Steigende Energiepreise, strengere Regulierung und wachsender ESG-Druck machen die Dekarbonisierung von Immobilienportfolios zu einer strategischen Kernaufgabe. Mit dem deutschen Klimaschutzgesetz, dem europäischen Green Deal und der neuen EU-Gebäuderichtlinie (EPBD) steht fest: Der Gebäudesektor muss liefern.

Besonders die energetisch schwächsten Bestände stehen im Fokus. Die EU fordert, dass bis 2030 mindestens 16 Prozent und bis 2033 mindestens 26 Prozent der energieintensivsten Nichtwohngebäude saniert werden. Verbindlich geregelt wird das über Mindestenergiestandards. Wer untätig bleibt, muss mit Bewertungsabschlägen, steigenden Betriebskosten, höheren CO₂-Preisen und schlechteren Finanzierungskonditionen rechnen.

Transparenz schaffen

Die erste Hürde ist die oft fehlende Transparenz. Viele Eigentümer*innen wissen nicht, wie hoch die tatsächlichen Emissionen ihrer Gebäude sind. Häufig fehlen verlässliche Daten zu Energieverbräuchen, Sanierungsständen oder technischen Anlagen. Hier setzt die Portfolioanalyse an: Sie strukturiert die Bestandsdaten, verknüpft sie mit Benchmarks und macht sichtbar, wo akuter Handlungsbedarf besteht.

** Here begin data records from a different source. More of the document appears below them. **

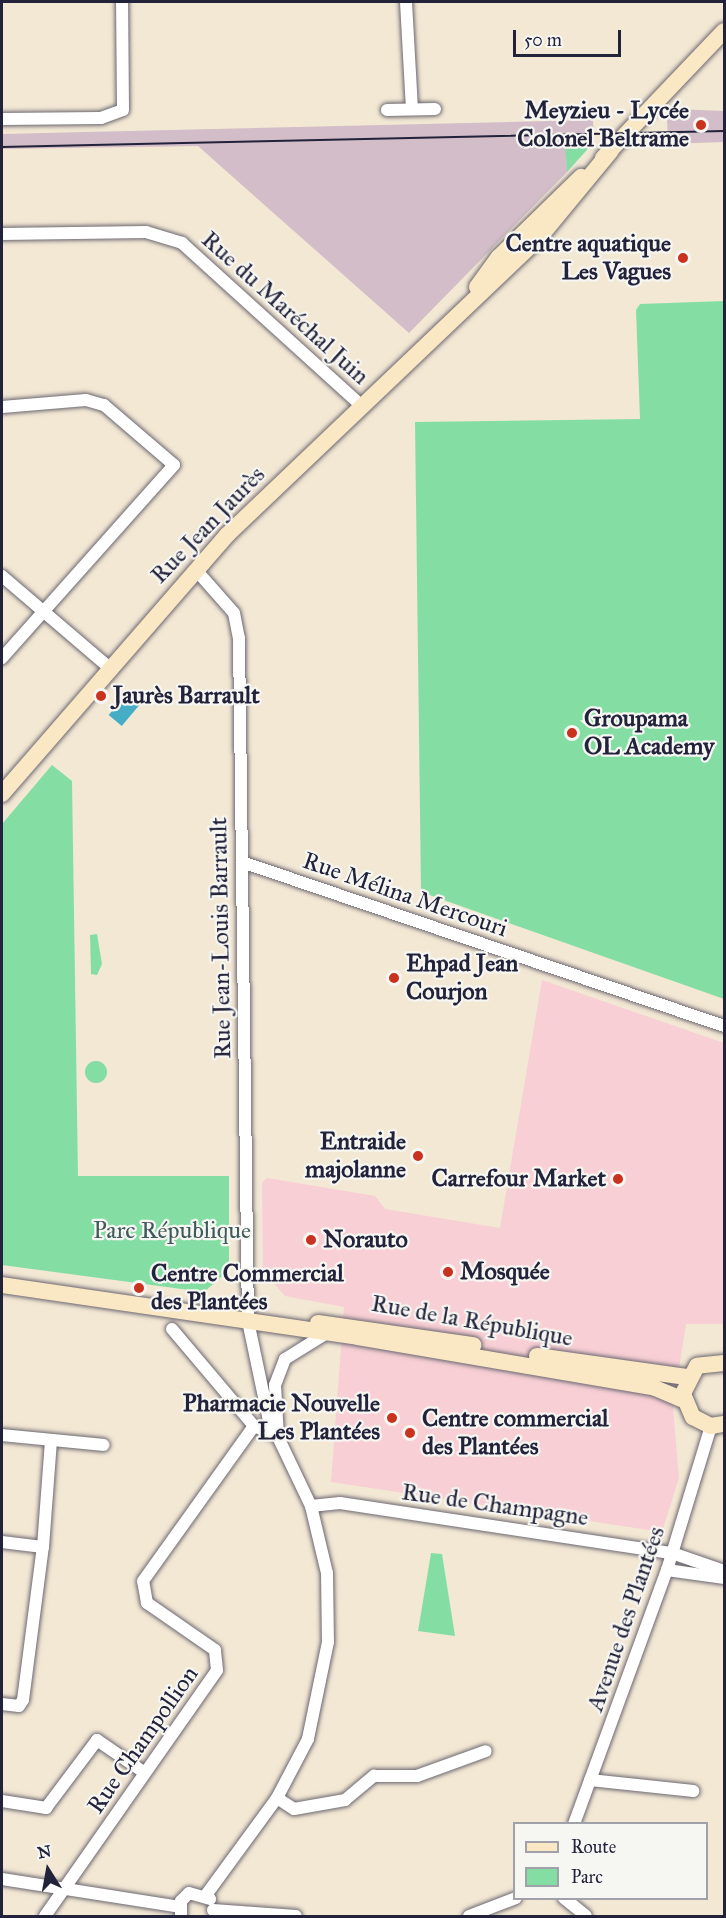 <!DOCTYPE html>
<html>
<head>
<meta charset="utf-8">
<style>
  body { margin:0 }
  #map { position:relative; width:726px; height:1918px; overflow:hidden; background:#f3e8d4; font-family:"IM FELL Great Primer",serif }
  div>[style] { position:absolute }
  .built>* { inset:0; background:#f7cfd4 }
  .industrial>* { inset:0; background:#d2bdc8 }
  .green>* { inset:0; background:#84dea4 }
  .round { border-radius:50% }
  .water>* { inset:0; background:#45adc5; transform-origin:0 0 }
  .roads { filter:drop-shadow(0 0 2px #6b6771) drop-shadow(0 0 2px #6b6771) }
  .street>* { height:12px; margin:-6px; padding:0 6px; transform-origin:6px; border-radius:6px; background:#fff }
  .secondary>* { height:16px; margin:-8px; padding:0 8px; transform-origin:8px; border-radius:8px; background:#fae7c3 }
  .tram>* { height:1.5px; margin:-0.75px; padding:0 0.75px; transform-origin:0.75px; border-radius:0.75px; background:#22223b }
  .dots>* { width:16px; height:16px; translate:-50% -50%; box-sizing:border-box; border:3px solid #f6f6f2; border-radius:50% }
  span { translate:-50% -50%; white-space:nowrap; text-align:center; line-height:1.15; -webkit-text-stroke:4.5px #f6f6f2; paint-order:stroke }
  .poi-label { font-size:24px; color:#22223b; font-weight:700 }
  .right { translate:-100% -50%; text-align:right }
  .left { translate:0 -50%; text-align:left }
  .street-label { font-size:24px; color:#22223b }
  .park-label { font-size:24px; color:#3f5a5a }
  .frame { position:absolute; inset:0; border:3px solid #22223b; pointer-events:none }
  .legend { position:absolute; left:513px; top:1822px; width:195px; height:78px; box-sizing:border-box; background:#f6f6f2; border:2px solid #a1a1a9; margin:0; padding:8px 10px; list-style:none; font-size:18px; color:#22223b }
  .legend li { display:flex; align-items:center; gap:12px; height:30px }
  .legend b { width:30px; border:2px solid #a1a1a9 }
  .north { position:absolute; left:18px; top:1840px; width:60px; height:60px; -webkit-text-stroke:4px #f6f6f2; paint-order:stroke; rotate:349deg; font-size:16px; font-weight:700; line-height:24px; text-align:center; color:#22223b }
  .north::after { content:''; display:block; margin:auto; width:21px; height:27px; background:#22223b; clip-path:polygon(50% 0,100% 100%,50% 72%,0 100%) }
  .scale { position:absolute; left:513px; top:30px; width:108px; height:27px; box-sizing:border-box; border:3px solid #22223b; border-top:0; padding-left:8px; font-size:18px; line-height:21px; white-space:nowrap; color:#22223b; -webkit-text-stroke:4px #f6f6f2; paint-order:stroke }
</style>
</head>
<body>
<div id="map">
  <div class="built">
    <i style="clip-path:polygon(542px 980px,724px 1043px,724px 1324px,686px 1324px,673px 1407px,679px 1478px,662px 1532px,331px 1482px,344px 1307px,285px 1296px,263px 1271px,262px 1183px,267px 1178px,375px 1196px,385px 1209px,500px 1228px)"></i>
  </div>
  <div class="industrial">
    <i style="clip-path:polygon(674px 109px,724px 111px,724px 142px,668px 144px,667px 116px)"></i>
    <i style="clip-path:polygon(593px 120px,594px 140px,566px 139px,567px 172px,409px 333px,198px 146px,2px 149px,2px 134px)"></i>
  </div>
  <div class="green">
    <i style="clip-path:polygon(565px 139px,594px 142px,567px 172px,565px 141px)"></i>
    <i style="clip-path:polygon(724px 301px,724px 999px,421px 892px,415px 422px,640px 419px,636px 310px,640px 304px)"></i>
    <i style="clip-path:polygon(52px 765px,72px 781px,78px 1176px,229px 1176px,229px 1270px,204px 1292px,2px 1265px,2px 824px)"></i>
    <i style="clip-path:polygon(97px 934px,102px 964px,97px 975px,91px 974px,90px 935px)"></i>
    <i class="round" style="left:85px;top:1061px;width:22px;height:22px"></i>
    <i style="clip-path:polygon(431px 1553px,442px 1554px,455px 1636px,418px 1631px)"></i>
  </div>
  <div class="water">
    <i style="left:128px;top:692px;width:17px;height:30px;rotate:40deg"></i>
  </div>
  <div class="roads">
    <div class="street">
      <i style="left:406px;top:2px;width:107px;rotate:86.8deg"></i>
      <i style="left:387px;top:110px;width:48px;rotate:-1.2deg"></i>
      <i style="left:2px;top:119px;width:99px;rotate:-0.6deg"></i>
      <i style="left:101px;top:118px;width:23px;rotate:-20deg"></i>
      <i style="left:123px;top:110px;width:108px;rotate:-90.5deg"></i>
      <i style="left:2px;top:234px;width:144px;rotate:-0.8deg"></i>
      <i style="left:146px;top:232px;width:38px;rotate:17deg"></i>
      <i style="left:182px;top:243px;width:243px;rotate:42.2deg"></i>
      <i style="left:2px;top:407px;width:84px;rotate:-4.8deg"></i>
      <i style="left:86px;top:400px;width:19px;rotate:16deg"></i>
      <i style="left:104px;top:405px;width:92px;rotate:40.6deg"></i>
      <i style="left:174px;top:465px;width:259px;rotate:131.7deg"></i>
      <i style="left:196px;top:570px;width:57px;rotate:48.5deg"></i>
      <i style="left:234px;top:613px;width:25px;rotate:79deg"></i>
      <i style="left:239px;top:638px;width:683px;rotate:89.25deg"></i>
      <i style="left:248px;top:1321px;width:97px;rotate:78.1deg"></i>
      <i style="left:268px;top:1416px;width:100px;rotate:64.5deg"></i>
      <i style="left:311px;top:1506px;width:69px;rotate:76.6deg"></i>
      <i style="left:327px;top:1573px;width:69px;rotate:89.2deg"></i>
      <i style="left:328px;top:1642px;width:99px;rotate:101.7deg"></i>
      <i style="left:308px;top:1739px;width:67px;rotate:117.7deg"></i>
      <i style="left:277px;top:1798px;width:120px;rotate:126.2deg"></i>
      <i style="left:2px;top:576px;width:143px;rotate:40.5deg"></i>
      <i style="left:242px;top:862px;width:509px;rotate:18.79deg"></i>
      <i style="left:172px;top:1329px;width:127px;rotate:49.8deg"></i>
      <i style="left:254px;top:1426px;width:26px;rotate:23deg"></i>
      <i style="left:278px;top:1436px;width:51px;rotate:-93.4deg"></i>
      <i style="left:275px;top:1385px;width:28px;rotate:-69deg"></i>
      <i style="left:285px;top:1359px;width:49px;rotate:-31.8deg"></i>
      <i style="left:2px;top:1435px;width:102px;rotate:5.6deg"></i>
      <i style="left:311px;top:1506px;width:29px;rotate:-6deg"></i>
      <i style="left:340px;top:1503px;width:336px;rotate:8.6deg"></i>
      <i style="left:672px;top:1553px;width:55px;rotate:19.1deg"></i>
      <i style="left:2px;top:1542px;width:41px;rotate:7deg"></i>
      <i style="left:43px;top:1547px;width:107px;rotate:-85.7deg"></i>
      <i style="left:667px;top:1570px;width:58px;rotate:8deg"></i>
      <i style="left:2px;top:1704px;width:17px;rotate:7deg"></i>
      <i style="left:19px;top:1706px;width:7px;rotate:-56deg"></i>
      <i style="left:23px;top:1700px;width:154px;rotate:-82.6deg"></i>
      <i style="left:590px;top:1780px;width:104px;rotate:6.1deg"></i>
      <i style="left:277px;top:1798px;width:20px;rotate:33deg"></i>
      <i style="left:294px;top:1809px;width:52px;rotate:-10deg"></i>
      <i style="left:345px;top:1800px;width:38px;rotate:-40deg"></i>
      <i style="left:374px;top:1776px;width:43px"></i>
      <i style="left:417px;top:1776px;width:73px;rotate:-19.9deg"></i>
      <i style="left:2px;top:1801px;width:45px;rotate:9deg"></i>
      <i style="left:46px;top:1808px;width:85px;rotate:-53.1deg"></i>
      <i style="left:97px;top:1740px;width:58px;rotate:34.5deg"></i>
      <i style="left:574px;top:1824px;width:270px;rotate:-69.9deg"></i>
      <i style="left:667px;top:1570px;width:151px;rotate:-73deg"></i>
      <i style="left:2px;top:1879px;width:180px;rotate:8.9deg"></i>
      <i style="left:564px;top:1898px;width:28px;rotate:39deg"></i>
      <i style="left:213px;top:1910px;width:83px;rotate:4.1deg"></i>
      <i style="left:45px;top:1916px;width:300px;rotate:-55deg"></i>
      <i style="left:217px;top:1670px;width:20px;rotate:-96deg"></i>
      <i style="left:215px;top:1650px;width:83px;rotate:-145.3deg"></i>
      <i style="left:147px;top:1603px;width:22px;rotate:-100deg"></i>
      <i style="left:143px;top:1581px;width:191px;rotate:-54.4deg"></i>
      <i style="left:181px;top:1916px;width:15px;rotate:-90deg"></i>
      <i style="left:181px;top:1901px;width:11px;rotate:-45deg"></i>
      <i style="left:189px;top:1893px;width:22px;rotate:16deg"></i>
      <i style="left:469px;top:1916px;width:50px;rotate:-21deg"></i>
    </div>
    <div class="secondary">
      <i style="left:603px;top:158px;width:175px;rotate:-46.4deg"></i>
      <i style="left:477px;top:287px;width:37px;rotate:-54deg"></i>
      <i style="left:499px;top:257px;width:115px;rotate:-44.3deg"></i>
      <i style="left:2px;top:794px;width:343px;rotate:-49deg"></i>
      <i style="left:227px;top:535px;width:431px;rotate:-43.6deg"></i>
      <i style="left:539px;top:238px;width:112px;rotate:-50.5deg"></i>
      <i style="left:2px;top:1285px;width:360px;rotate:8.3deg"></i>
      <i style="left:358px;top:1337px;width:301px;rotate:9.7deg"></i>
      <i style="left:655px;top:1388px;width:30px;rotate:23deg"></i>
      <i style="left:318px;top:1323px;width:157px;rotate:8.1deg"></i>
      <i style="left:537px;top:1356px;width:151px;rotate:8deg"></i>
      <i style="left:724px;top:1363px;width:27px;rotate:174deg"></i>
      <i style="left:697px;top:1366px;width:31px;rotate:117deg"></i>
      <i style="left:683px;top:1394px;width:25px;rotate:67deg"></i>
      <i style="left:693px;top:1417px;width:20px;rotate:27deg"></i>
      <i style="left:711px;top:1426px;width:13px;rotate:-9deg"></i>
    </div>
  </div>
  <div class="tram">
    <i style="left:2px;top:147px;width:722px;rotate:-1.27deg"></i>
  </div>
  <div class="dots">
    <i style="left:701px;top:125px;background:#c8321e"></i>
    <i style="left:683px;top:258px;background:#c8321e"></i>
    <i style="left:101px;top:696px;background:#c8321e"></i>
    <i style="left:572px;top:733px;background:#c8321e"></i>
    <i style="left:394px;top:978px;background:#c8321e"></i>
    <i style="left:418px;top:1156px;background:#c8321e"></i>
    <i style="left:618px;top:1179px;background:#c8321e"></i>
    <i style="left:311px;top:1240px;background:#c8321e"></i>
    <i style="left:448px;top:1272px;background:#c8321e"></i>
    <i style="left:139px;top:1288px;background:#c8321e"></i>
    <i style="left:392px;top:1418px;background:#c8321e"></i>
    <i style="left:410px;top:1433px;background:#c8321e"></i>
  </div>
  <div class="poi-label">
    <span class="right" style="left:689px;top:125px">Meyzieu - Lycée<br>Colonel Beltrame</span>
    <span class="right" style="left:671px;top:258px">Centre aquatique<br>Les Vagues</span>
    <span class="left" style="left:113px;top:696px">Jaurès Barrault</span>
    <span class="left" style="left:584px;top:733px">Groupama<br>OL Academy</span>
    <span class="left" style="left:406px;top:978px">Ehpad Jean<br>Courjon</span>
    <span class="right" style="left:406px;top:1156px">Entraide<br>majolanne</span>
    <span class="right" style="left:606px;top:1179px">Carrefour Market</span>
    <span class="left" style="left:323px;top:1240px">Norauto</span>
    <span class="left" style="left:460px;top:1272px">Mosquée</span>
    <span class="left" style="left:151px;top:1288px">Centre Commercial<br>des Plantées</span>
    <span class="right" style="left:380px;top:1418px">Pharmacie Nouvelle<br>Les Plantées</span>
    <span class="left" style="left:422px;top:1433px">Centre commercial<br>des Plantées</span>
  </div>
  <div class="street-label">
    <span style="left:285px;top:308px;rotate:42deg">Rue du Maréchal Juin</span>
    <span style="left:208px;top:525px;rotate:-46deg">Rue Jean Jaurès</span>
    <span style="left:405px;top:895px;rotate:19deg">Rue Mélina Mercouri</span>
    <span style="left:221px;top:938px;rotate:-91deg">Rue Jean-Louis Barrault</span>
    <span style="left:472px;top:1321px;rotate:10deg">Rue de la République</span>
    <span style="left:495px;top:1505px;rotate:8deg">Rue de Champagne</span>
    <span style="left:626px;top:1619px;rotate:-71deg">Avenue des Plantées</span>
    <span style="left:143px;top:1740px;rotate:-55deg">Rue Champollion</span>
  </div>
  <div class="park-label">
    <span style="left:172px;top:1231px">Parc République</span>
  </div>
  <div class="frame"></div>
  <ul class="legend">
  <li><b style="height:8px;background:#fae7c3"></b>Route</li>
  <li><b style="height:16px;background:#84dea4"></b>Parc</li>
  </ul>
  <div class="north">N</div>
  <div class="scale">50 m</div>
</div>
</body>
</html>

Mithilfe von Tools wie dem Carbon Risk Real Estate Monitor (CRREM) lässt sich zudem abbilden, ob ein Gebäude noch auf dem Pariser Klimapfad liegt – oder ab wann es regulatorisch und wirtschaftlich zum „Stranded Asset“ wird. Damit wandelt sich die reine Datenanalyse zur strategischen Prognose. Eigentümer*innen erkennen, wann der Dekarbonisierungspfad verlassen wird und wo Investitionen zur Wertsicherung entscheidend sind.

Strategie in Schritten

Eine Dekarbonisierungsstrategie lebt davon, systematisch vorzugehen – von der Zieldefinition bis zur baulichen Umsetzung. Dafür hat sich ein mehrstufiger Fahrplan bewährt.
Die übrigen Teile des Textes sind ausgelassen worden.